From the very beginning of the conflict, initiatives were set up across the country to help the war effort. Residents in Richmond quickly formed themselves into a range of organisations dedicated to supporting the army, wounded soldiers, and Belgian refugees.
The Egg Collection scheme began in 1914, with a call in the magazine Poultry World for eggs to be collected and donated to wounded servicemen to provide them with the extra nutrition and sustenance required. Their call was met with incredible enthusiasm and great success. By August 1915, Queen Alexandra became a patron of the National Egg Collection. Special boxes and labels were provided, and transportation of the donated eggs was provided free of charge. It was estimated that an egg could be placed in front of a wounded soldier within three days of being laid.
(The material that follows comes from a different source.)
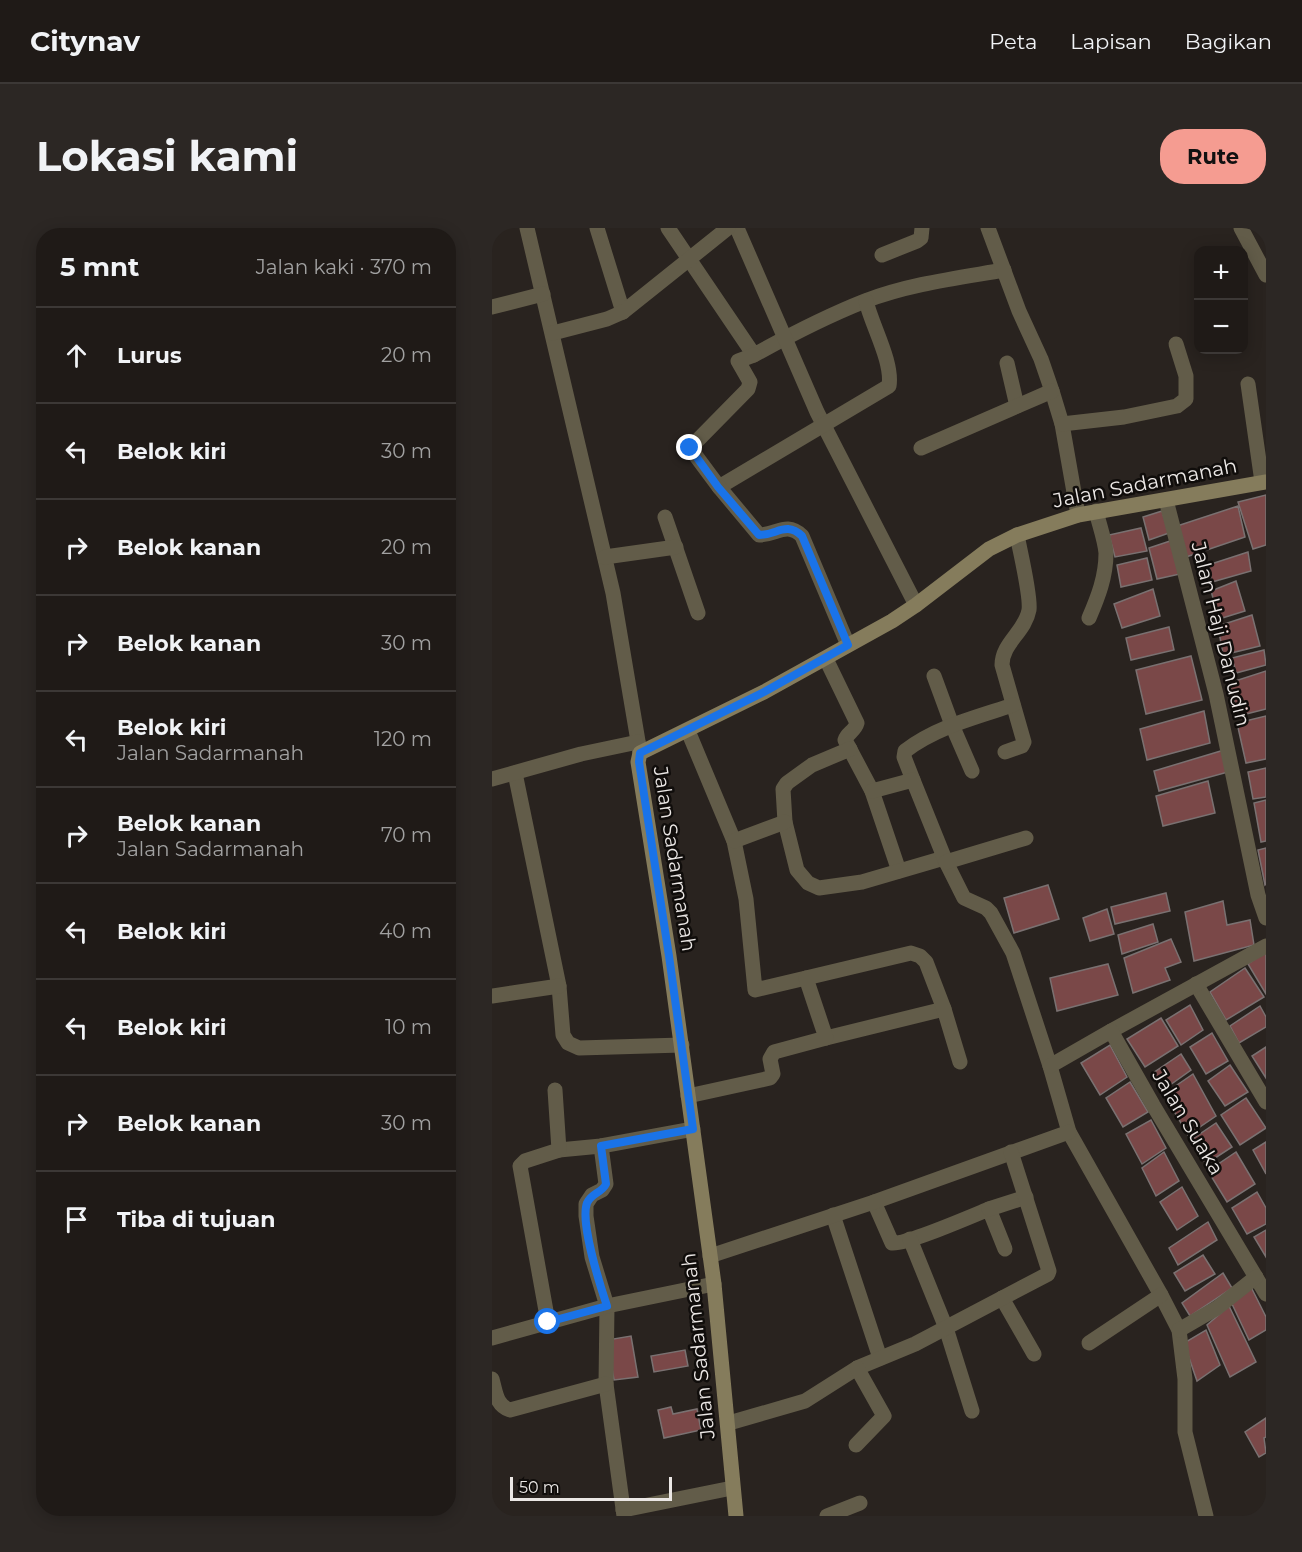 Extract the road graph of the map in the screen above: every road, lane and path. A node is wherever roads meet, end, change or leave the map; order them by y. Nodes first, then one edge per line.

Senders wrote messages of encouragement or well wishes on their egg, with recipients often returning a message.
© IWM (Art.IWM PST 10825)
In January 1916, local children from Hampton Grammar School and St James’ Church Lads’ Brigade collected 4,974 eggs and £26 to help the war effort. This initiative was organised by Isabel Anthony, Sussex Lodge, Hampton Hill. In 1917, she wrote to the Surrey Comet:
“If a few words of encouragement and cheer were sent on the eggs, written in pencil, it would encourage our men and those who were down hearted would get a new interest in their lives on finding that there are people who think and care for them”.
Between March 1915 and June 1917 more than 10,000 eggs were collected in the district. At a time of increasing food prices and shortages, the local community showed great willingness to give up their own food resources to support the recovery of the wounded. By 1918, more than 25 million eggs had been sent abroad. The scheme finally wound down in March 1919.